> _TASK TO COMPLETE_
In the entries that follow, the lines from the one with "Build a routing" through the one with "Which roads connect" are the ones to write out, exactly and with both ends included. Nothing else should appear.

> _ENTRIES SUPPLIED_

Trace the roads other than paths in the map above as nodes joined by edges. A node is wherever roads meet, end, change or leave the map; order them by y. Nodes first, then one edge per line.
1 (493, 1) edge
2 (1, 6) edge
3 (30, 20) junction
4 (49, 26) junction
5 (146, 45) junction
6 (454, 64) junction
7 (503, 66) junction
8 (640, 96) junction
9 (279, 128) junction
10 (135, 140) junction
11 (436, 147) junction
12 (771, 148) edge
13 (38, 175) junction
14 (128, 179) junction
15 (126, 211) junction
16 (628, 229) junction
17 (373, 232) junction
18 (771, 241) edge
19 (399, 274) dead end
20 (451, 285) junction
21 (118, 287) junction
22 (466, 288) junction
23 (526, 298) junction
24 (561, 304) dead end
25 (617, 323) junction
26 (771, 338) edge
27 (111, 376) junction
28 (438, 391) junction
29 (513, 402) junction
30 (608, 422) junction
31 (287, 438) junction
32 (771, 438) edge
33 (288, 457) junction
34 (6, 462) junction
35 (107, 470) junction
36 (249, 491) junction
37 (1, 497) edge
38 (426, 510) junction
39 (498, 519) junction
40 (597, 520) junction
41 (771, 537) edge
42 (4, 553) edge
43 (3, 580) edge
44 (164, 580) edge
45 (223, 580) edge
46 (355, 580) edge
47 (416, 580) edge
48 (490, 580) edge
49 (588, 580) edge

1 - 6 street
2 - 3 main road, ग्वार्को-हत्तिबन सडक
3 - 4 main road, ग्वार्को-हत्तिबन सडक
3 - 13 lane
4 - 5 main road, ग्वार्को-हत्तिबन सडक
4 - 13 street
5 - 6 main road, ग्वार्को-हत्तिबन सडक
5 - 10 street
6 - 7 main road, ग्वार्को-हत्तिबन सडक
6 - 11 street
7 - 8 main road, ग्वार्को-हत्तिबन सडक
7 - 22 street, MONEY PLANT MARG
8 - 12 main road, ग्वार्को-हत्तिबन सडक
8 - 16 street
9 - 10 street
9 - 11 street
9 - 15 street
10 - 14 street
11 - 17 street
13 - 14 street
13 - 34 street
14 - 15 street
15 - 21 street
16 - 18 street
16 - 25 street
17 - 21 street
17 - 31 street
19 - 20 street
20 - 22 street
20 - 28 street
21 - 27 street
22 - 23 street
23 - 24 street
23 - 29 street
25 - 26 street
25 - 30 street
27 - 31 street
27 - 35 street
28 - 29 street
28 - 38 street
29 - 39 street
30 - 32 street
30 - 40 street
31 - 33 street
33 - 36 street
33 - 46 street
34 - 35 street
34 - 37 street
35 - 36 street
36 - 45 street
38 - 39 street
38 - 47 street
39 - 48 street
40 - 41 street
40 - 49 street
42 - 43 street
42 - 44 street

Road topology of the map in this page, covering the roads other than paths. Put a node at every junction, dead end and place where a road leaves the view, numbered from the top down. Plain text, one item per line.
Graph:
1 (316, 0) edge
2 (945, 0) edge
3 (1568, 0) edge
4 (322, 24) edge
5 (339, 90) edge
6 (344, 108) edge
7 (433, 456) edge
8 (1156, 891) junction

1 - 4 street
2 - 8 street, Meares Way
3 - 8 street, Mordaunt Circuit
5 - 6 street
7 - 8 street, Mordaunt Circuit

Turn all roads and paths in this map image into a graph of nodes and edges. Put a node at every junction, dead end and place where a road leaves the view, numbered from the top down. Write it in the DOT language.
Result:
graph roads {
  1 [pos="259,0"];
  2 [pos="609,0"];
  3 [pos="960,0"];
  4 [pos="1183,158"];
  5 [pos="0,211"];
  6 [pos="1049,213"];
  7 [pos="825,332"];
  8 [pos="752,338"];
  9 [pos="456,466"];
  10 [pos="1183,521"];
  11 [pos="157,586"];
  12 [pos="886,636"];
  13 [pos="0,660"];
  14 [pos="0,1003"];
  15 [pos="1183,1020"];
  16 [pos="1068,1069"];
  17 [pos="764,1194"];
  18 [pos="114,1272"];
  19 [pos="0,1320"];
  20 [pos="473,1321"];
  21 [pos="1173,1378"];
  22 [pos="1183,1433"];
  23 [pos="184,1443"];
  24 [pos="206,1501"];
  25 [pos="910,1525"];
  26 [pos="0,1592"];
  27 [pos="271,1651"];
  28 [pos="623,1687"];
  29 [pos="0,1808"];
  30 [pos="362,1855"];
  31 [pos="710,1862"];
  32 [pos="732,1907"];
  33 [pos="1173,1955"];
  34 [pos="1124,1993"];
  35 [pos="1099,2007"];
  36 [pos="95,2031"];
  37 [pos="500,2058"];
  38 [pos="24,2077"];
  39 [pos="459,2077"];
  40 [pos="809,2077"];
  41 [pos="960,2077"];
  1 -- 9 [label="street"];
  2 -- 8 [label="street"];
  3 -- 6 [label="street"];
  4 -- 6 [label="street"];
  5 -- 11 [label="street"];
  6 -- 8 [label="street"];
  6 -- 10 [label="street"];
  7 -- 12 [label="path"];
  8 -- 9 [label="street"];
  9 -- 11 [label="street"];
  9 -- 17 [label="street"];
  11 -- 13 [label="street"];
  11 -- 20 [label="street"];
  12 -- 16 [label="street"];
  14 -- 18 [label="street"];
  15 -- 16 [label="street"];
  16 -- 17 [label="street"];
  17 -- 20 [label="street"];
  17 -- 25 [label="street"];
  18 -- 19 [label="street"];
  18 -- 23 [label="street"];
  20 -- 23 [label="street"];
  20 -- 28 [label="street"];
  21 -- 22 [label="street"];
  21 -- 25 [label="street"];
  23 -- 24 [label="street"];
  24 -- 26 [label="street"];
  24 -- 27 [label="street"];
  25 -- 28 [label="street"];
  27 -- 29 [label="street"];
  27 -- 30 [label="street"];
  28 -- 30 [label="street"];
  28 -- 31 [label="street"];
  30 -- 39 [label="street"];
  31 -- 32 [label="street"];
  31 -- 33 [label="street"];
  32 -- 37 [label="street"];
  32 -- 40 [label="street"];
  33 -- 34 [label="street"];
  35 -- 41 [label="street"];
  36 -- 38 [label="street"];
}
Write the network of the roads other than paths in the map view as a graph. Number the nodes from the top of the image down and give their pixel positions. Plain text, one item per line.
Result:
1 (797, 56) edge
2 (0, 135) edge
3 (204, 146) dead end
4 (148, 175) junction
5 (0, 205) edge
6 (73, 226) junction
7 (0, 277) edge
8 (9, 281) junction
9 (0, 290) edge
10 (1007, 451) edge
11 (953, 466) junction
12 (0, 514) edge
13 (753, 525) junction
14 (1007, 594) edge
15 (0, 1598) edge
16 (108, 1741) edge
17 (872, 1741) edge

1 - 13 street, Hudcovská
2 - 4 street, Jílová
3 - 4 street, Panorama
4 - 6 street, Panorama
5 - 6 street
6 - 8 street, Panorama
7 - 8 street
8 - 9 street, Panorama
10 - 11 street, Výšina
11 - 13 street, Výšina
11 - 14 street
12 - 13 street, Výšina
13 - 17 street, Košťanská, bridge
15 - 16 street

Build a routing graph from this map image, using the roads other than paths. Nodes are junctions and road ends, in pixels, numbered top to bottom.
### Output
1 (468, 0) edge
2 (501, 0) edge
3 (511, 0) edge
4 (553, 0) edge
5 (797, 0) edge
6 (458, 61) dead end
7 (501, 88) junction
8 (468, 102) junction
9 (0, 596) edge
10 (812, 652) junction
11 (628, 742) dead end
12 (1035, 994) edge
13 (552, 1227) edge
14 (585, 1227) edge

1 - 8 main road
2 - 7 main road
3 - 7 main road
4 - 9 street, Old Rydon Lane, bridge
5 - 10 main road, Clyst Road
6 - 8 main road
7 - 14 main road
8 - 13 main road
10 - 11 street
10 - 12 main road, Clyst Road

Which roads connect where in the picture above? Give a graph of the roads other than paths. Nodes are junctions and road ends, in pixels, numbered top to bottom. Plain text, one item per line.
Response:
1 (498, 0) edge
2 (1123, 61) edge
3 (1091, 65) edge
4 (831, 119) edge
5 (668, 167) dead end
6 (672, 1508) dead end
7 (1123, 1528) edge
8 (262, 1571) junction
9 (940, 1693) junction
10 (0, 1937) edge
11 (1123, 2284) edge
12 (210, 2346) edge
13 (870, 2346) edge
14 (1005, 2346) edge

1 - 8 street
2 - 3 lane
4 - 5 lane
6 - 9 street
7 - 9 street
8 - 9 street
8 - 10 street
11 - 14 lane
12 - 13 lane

> _SOLUTION FOR THIS TASK_
Build a routing graph from this map image, using the roads other than paths. Nodes are junctions and road ends, in pixels, numbered top to bottom.
### Output
1 (468, 0) edge
2 (501, 0) edge
3 (511, 0) edge
4 (553, 0) edge
5 (797, 0) edge
6 (458, 61) dead end
7 (501, 88) junction
8 (468, 102) junction
9 (0, 596) edge
10 (812, 652) junction
11 (628, 742) dead end
12 (1035, 994) edge
13 (552, 1227) edge
14 (585, 1227) edge

1 - 8 main road
2 - 7 main road
3 - 7 main road
4 - 9 street, Old Rydon Lane, bridge
5 - 10 main road, Clyst Road
6 - 8 main road
7 - 14 main road
8 - 13 main road
10 - 11 street
10 - 12 main road, Clyst Road

Which roads connect where in the picture above? Give a graph of the roads other than paths. Nodes are junctions and road ends, in pixels, numbered top to bottom. Plain text, one item per line.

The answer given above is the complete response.